Counterpoint/Soft Skull Books that Would Make Great Movies, 2009 Edition

It's time once again for our annual review of the Winter 2009 catalog from Counterpoint/Soft Skull Press. We poured over the latest offerings from their always stimulating selections and the following are the books we think would make great reads and that we'd love to see as films one day. (Frankly, with a catalog this good, you'd be hard-pressed to find a book that wouldn't make a decent film adaptation.) --Kim

Sex, Death & Oysters
by Robb Walsh
Aside from the sex and death, Robb Walsh's non-fiction book about oysters might not seem at first glance a match made in movie heaven. But consider Charlie Kaufman's film Adaptation--which was an adaptation about trying to write a screenplay based on a Susan Orleans book about orchids--then get back to us.
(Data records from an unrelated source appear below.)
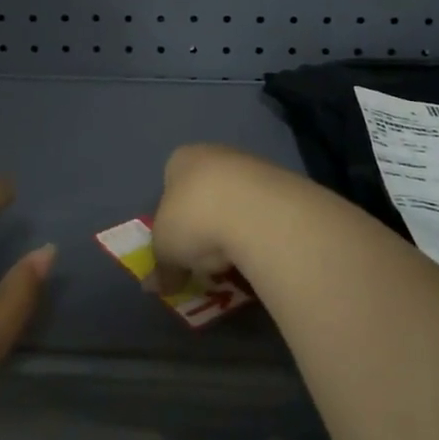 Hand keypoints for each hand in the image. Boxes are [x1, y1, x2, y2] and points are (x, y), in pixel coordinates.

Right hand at [148, 143, 283, 291]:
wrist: (256, 210)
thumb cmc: (194, 218)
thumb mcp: (166, 250)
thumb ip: (161, 267)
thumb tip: (156, 286)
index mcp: (182, 159)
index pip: (171, 182)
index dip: (173, 216)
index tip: (179, 244)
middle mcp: (216, 153)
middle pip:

Darwin's Garden by Michael Boulter
Johnny Depp was born to play the role of Charles Darwin. Imagine him in period costume puttering around the grounds at Down House, including the heated greenhouse where the father of evolution "conducted experiments on orchids and primulas" while having to deal with the ordinary sturm und drang of family life. Andrew Davies (Bleak House, etc.) would direct.

I Wouldn't Start from Here by Andrew Mueller
Last King of Scotland director Kevin Macdonald could probably handle the uber-tense moments brought on by clashing ideologies, landmines, and mercenaries in this non-fiction road trip ("it's like a Bond film but with much, much less sex"), but could he do it with a sense of humor? That we don't know... we do know that we're intrigued by this "gonzo recounting of disaster in the modern world."

Milk, Sulfate, and Alby Starvation by Martin Millar
Guy Ritchie? Alfonso Cuaron? Edgar Wright? Your guess is as good as ours, but more importantly, the Milk Marketing Board has taken out a contract on Brixtonite Alby Starvation's life and we want to know what happens next! Apparently Neil Gaiman is a fan of Martin Millar and List calls Milk... "a work of rare genius and truly cult."